May 13, 2007|By Los Angeles Times

When I fly, my ankles and feet swell up like balloons. I keep my shoes off and even curl my legs under me so they are not dangling. My doctors tell me I should walk around the aircraft, but security rules make that difficult. How can I continue to fly without having swollen feet?

Easy. By flying only to places that are within an hour or so of home.

For many people who love to travel, that's not very practical advice. But the realities of flying today also make it more difficult to address the issues that the realities create.

If you're sitting still, you're more apt to develop "airplane ankles" because blood will pool in your lower extremities. The way to reverse that is by moving around, which forces the blood back up. Getting up, however, could be your ticket to trouble. Since the Sept. 11 attacks, onboard security has become a delicate balancing act between passengers' rights and the need to ensure safety.

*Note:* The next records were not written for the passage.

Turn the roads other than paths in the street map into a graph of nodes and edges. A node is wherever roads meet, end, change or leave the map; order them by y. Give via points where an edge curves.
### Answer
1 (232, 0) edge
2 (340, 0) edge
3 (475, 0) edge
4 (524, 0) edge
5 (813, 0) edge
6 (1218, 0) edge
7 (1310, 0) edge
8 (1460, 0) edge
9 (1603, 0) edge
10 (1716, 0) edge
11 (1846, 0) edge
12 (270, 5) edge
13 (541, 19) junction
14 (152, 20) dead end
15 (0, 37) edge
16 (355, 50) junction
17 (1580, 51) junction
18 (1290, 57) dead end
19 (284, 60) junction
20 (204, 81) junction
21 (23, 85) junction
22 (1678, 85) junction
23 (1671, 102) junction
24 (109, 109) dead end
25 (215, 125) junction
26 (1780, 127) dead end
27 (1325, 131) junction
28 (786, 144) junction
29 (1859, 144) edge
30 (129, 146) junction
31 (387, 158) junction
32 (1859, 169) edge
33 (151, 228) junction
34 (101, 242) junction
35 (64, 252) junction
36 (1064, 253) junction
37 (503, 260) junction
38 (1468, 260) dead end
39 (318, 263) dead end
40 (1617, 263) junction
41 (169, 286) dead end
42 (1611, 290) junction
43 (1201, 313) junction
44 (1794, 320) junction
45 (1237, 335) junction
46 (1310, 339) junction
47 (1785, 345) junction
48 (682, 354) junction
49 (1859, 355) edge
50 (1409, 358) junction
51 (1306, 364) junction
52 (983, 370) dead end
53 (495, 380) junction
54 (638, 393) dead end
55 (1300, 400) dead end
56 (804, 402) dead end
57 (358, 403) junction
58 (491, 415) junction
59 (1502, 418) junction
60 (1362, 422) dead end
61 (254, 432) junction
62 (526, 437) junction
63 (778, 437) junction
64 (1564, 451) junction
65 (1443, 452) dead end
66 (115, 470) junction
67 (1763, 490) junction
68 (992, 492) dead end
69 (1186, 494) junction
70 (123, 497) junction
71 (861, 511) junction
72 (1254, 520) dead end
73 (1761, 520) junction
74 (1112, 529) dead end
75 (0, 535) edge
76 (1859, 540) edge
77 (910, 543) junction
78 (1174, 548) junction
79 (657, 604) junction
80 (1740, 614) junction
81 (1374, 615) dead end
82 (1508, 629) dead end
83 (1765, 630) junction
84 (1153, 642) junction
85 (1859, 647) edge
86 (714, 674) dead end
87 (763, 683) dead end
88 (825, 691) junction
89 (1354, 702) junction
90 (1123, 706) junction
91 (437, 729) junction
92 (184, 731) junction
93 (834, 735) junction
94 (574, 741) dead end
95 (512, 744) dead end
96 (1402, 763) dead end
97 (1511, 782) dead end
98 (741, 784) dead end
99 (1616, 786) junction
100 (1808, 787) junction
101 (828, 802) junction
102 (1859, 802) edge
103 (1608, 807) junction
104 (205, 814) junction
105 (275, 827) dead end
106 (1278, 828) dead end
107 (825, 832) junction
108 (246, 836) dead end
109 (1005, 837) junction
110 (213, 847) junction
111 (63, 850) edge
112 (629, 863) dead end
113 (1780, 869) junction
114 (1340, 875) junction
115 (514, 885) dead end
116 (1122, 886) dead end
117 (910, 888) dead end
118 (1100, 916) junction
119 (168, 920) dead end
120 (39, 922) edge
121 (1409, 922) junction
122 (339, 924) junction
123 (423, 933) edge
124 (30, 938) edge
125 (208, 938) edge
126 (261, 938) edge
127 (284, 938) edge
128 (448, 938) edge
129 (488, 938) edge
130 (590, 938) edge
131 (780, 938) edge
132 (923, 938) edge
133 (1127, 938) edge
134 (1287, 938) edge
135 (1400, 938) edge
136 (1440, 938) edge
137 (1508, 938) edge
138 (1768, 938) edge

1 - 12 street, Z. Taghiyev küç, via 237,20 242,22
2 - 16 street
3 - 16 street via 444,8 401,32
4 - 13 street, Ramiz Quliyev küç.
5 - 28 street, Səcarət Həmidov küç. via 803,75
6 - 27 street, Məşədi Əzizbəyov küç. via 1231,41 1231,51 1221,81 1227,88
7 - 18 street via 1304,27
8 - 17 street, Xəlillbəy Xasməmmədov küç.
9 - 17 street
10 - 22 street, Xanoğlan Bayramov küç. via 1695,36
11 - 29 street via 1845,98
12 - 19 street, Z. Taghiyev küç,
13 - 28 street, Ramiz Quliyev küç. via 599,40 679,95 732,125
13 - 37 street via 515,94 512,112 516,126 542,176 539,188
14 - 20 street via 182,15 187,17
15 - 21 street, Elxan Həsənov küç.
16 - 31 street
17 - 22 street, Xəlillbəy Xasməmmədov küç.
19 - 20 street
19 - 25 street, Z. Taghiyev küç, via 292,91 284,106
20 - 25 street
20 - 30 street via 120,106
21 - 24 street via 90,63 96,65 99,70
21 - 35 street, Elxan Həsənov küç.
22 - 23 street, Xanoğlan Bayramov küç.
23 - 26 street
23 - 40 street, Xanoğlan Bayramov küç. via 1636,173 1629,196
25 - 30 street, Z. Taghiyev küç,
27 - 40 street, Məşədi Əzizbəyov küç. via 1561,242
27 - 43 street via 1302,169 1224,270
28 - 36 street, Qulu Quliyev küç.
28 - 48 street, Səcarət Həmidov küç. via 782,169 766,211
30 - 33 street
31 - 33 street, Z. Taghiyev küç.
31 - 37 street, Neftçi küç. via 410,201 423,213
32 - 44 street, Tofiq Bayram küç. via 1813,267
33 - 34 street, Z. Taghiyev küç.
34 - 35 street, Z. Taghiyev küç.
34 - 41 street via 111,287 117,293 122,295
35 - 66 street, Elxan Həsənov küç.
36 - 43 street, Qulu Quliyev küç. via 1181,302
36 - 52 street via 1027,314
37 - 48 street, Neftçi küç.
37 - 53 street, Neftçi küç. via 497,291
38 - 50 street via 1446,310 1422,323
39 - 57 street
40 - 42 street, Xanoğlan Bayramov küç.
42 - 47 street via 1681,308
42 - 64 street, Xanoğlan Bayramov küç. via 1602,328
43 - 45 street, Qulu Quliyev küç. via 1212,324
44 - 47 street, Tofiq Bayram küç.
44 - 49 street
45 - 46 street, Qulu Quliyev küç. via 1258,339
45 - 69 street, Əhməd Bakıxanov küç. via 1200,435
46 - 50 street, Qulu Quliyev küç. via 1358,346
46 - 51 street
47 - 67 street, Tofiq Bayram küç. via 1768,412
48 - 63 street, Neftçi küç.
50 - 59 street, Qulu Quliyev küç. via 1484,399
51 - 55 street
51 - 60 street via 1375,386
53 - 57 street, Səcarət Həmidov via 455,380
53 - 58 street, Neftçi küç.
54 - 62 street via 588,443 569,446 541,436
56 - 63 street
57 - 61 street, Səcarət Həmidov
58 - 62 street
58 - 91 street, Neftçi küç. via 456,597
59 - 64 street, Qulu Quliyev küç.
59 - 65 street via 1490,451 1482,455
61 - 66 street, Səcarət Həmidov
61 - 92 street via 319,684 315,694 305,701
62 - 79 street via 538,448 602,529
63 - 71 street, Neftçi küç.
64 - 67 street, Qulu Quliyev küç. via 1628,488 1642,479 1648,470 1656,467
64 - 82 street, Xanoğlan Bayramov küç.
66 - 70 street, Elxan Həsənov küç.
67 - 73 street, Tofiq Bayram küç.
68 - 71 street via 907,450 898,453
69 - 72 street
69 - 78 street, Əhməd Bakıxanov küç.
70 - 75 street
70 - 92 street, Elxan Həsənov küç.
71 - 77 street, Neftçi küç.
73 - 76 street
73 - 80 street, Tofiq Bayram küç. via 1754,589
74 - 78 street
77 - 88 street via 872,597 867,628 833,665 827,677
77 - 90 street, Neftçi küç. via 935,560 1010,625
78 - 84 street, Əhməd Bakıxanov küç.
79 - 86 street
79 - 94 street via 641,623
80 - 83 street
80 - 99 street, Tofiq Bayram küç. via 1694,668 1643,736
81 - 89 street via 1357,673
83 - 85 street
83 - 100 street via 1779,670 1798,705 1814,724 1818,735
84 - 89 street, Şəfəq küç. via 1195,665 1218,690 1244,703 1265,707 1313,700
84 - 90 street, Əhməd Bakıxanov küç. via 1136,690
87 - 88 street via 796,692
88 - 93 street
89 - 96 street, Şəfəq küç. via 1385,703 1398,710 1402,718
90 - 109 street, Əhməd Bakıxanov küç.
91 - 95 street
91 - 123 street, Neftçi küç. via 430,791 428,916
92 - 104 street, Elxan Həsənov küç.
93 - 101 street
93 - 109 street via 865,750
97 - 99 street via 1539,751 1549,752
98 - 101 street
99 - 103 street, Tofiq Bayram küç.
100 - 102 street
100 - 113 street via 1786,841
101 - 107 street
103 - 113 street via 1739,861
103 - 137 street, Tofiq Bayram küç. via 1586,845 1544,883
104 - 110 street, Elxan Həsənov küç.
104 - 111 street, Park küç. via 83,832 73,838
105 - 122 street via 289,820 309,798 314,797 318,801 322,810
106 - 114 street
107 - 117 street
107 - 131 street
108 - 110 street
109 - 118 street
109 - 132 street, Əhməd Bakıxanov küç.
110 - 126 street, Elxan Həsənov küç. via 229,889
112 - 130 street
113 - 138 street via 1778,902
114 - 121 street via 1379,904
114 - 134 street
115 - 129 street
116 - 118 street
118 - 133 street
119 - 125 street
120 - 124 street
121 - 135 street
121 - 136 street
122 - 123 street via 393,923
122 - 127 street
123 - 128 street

Nico Melendez, a spokesman for the Transportation Security Administration, says there is no security requirement for passengers to remain seated at all times. Here's his e-mail response:

"Often times, for shorter flights, captains will keep the seat belt sign on because there is little need to stretch one's legs, but if someone has a medical condition, they should not be stopped for any security purpose unless an incident is occurring."

Sounds good in theory, but the reality is that you're often not free to move about the cabin.

What's a poor passenger to do? Dr. Terri Rock and Dr. Vic Kovner, California physicians who are experts on health and travel, offer these suggestions:

Forget fashion. Wear loose-fitting clothing and consider -- shudder -- low-compression stockings.

Don't spend your pre-boarding time sitting down. Walk the concourse.

Exercise in your seat. Push the ball of your foot on the floor to constrict the calf muscles. Or use your feet to write each letter of the alphabet in the air.